What is required:
Only the lines below from the one containing "ring mcp: (1419, 1034)" to the one containing "ring dip: (1328, 1062)" should be repeated, both included and unchanged.

Extracted data entries:
::::

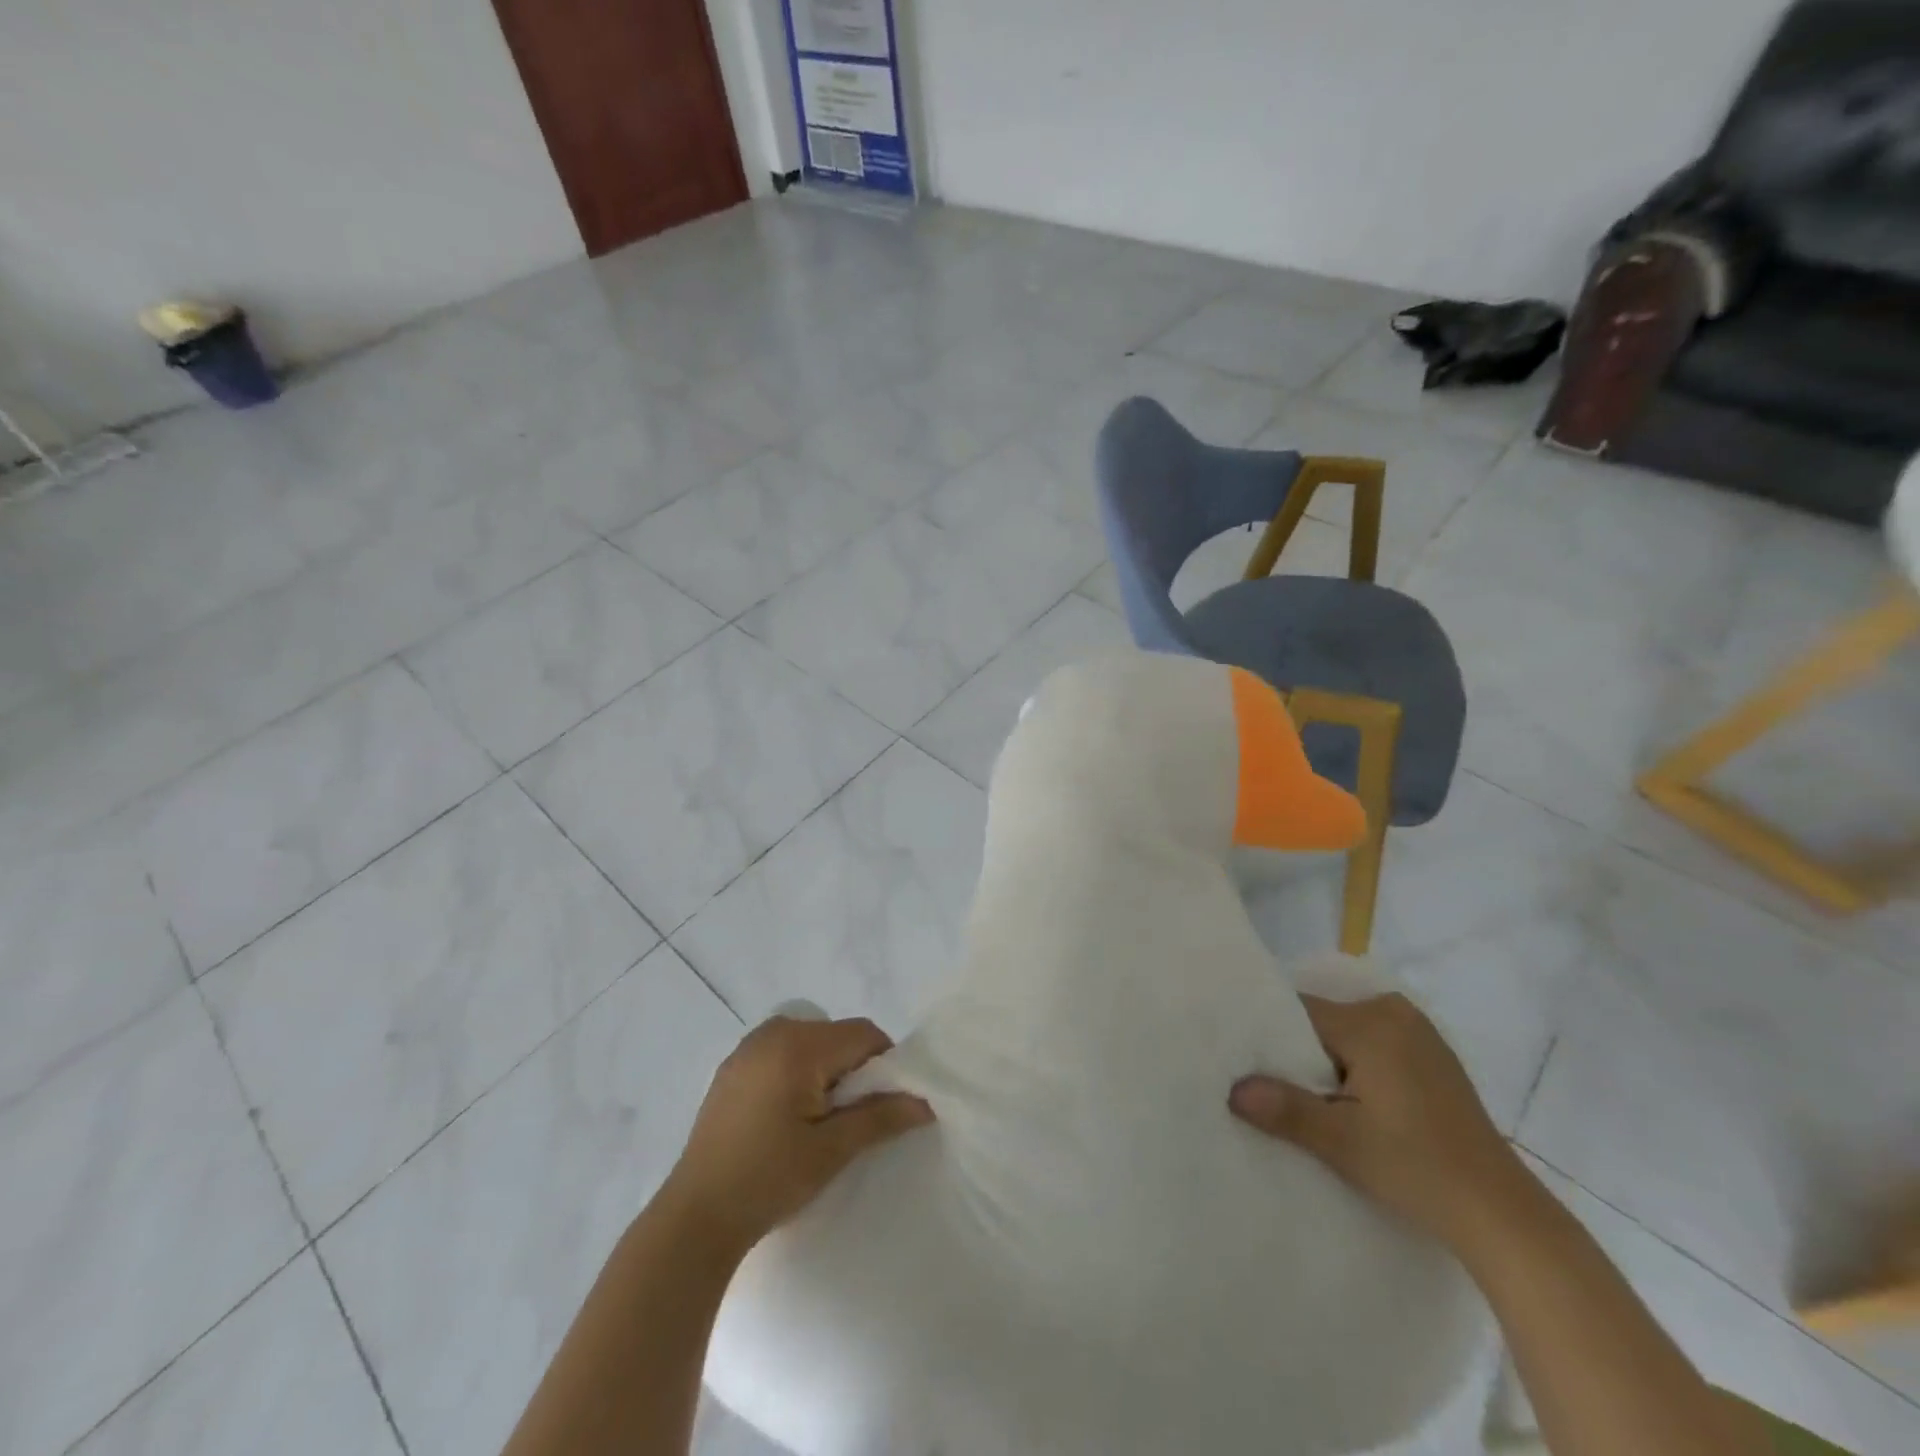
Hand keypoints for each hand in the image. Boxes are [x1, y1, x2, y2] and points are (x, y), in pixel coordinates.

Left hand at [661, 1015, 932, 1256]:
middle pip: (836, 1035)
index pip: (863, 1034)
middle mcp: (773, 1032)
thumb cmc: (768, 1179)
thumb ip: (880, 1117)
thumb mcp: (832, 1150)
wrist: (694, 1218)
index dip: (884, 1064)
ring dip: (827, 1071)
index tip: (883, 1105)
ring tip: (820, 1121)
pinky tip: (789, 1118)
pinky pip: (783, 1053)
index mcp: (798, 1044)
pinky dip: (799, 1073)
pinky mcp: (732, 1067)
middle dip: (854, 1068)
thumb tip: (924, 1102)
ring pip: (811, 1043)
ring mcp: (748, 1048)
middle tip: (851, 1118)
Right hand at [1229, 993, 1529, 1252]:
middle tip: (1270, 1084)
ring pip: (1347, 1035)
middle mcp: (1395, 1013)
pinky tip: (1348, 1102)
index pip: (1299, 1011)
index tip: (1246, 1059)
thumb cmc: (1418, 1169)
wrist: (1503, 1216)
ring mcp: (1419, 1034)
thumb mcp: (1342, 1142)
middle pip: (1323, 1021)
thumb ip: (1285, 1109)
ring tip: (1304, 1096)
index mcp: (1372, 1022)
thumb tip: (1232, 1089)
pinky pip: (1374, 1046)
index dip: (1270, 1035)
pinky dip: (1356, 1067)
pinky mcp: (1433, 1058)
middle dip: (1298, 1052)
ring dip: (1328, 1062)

::::

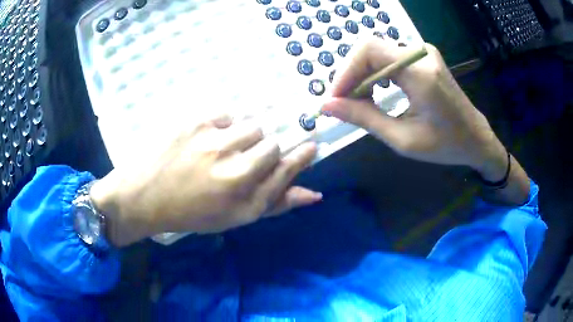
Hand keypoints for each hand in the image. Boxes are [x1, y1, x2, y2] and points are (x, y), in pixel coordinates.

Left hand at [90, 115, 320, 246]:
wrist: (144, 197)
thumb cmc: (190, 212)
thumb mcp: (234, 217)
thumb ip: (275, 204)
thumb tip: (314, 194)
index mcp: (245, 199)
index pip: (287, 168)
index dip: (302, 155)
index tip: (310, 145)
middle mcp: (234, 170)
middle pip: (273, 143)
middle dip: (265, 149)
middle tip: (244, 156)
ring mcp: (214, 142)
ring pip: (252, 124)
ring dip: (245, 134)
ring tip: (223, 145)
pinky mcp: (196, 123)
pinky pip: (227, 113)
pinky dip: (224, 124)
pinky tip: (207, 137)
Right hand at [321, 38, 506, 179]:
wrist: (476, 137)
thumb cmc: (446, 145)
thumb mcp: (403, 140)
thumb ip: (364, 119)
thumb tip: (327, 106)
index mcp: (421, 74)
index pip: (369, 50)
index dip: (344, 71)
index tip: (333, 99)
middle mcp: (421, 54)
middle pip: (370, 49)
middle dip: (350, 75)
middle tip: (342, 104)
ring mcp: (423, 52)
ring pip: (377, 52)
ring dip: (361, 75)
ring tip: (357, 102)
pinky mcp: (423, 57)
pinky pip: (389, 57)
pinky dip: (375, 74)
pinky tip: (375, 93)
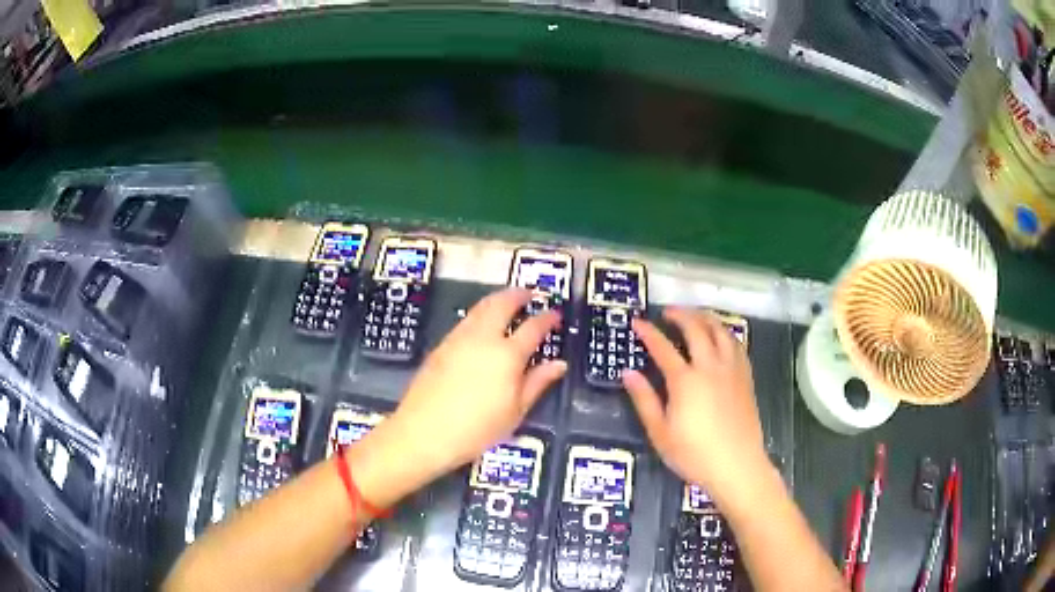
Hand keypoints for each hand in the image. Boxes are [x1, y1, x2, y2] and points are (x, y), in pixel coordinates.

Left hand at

::::

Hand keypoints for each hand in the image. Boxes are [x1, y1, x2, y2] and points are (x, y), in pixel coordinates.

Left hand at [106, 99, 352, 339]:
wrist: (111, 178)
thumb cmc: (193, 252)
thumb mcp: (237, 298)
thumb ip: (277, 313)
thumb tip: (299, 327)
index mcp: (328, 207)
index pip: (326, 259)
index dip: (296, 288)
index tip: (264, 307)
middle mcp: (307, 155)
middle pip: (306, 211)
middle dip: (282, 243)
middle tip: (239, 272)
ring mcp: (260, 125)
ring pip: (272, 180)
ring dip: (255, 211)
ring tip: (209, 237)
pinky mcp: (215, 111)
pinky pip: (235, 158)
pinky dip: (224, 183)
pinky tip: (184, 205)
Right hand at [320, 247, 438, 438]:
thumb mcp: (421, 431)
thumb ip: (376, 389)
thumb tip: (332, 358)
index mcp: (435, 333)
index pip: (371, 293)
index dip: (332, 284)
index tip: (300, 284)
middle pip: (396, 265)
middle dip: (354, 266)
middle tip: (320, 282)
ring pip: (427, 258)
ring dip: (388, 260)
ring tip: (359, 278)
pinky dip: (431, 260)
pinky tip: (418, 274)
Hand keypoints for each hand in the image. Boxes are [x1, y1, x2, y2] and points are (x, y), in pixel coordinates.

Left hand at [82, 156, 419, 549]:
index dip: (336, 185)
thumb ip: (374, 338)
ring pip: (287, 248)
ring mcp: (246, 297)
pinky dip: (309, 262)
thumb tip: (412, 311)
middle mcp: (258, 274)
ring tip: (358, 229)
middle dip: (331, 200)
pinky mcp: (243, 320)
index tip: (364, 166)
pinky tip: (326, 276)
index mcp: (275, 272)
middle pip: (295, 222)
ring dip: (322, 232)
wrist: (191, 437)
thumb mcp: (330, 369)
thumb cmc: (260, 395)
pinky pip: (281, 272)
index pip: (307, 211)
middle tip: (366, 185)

::::

Exercise result:
ring mcp: (1419, 1034)
thumb mcp: (1342, 1142)
middle pip: (1323, 1021)
thumb ip: (1285, 1109)
ring tip: (1304, 1096)
index mcp: (1372, 1022)
thumb tip: (1232, 1089)
pinky pip: (1374, 1046)
index dip: (1270, 1035)
pinky dip: (1356, 1067)
pinky mcp: (1433, 1058)
middle dip: (1298, 1052)
ring dip: (1328, 1062)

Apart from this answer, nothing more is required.